* **INFORMATION GIVEN**
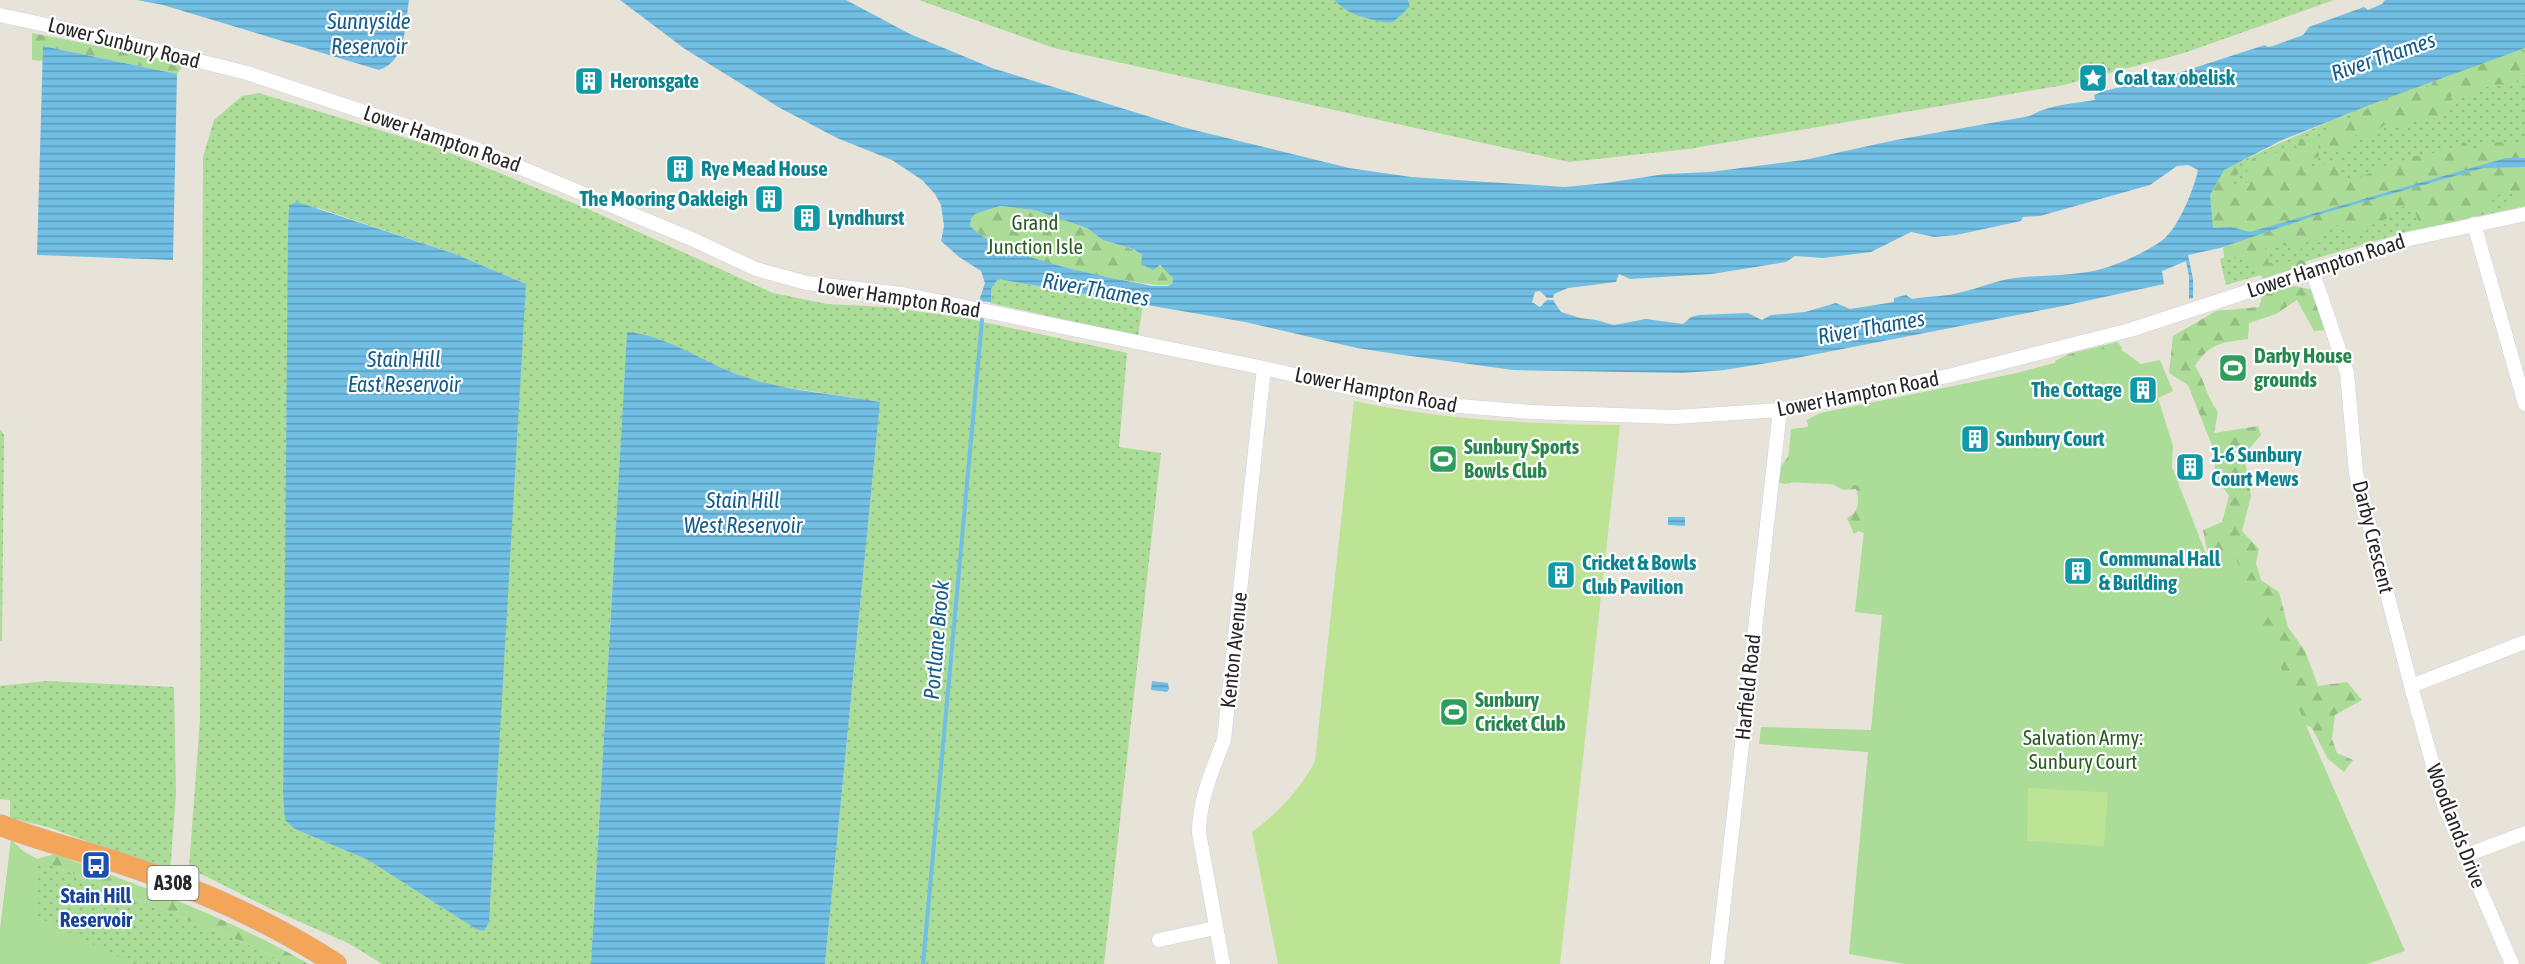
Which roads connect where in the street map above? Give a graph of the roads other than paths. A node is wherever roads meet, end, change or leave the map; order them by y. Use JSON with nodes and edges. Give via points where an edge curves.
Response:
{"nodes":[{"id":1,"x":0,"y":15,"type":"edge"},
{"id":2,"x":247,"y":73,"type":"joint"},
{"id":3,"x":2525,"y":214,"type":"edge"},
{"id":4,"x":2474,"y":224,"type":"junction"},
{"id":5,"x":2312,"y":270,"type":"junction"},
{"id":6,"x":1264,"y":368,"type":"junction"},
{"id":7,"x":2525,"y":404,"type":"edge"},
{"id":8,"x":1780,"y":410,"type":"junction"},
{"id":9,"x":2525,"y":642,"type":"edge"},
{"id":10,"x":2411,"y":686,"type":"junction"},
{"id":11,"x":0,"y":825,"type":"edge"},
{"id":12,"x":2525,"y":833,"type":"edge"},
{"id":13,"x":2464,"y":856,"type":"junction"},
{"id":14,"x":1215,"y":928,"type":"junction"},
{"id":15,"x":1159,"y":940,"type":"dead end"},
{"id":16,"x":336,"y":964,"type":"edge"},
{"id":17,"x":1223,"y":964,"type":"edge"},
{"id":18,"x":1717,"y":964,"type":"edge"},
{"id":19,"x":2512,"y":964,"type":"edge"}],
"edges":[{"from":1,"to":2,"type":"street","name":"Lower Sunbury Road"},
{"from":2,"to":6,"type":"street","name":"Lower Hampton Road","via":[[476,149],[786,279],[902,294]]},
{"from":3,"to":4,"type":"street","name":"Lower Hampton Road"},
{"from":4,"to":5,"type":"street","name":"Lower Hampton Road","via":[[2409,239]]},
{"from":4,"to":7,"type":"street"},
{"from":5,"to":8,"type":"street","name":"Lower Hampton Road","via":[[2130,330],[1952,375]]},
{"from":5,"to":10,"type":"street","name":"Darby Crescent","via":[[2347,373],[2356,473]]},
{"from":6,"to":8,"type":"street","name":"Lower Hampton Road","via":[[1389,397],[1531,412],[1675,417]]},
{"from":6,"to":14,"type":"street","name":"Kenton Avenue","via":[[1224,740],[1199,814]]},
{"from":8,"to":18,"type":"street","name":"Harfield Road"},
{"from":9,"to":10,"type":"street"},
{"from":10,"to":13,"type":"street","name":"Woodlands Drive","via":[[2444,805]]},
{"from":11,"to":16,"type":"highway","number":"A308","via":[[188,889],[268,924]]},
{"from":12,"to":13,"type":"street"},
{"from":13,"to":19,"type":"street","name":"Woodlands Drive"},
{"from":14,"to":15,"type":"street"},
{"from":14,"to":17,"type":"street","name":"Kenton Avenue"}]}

* **BRIEF**
Once a line of the records is found to contain "Woodlands", copy it out.

* **TASK RESULT**
{"from":10,"to":13,"type":"street","name":"Woodlands Drive","via":[[2444,805]]},
{"from":13,"to":19,"type":"street","name":"Woodlands Drive"},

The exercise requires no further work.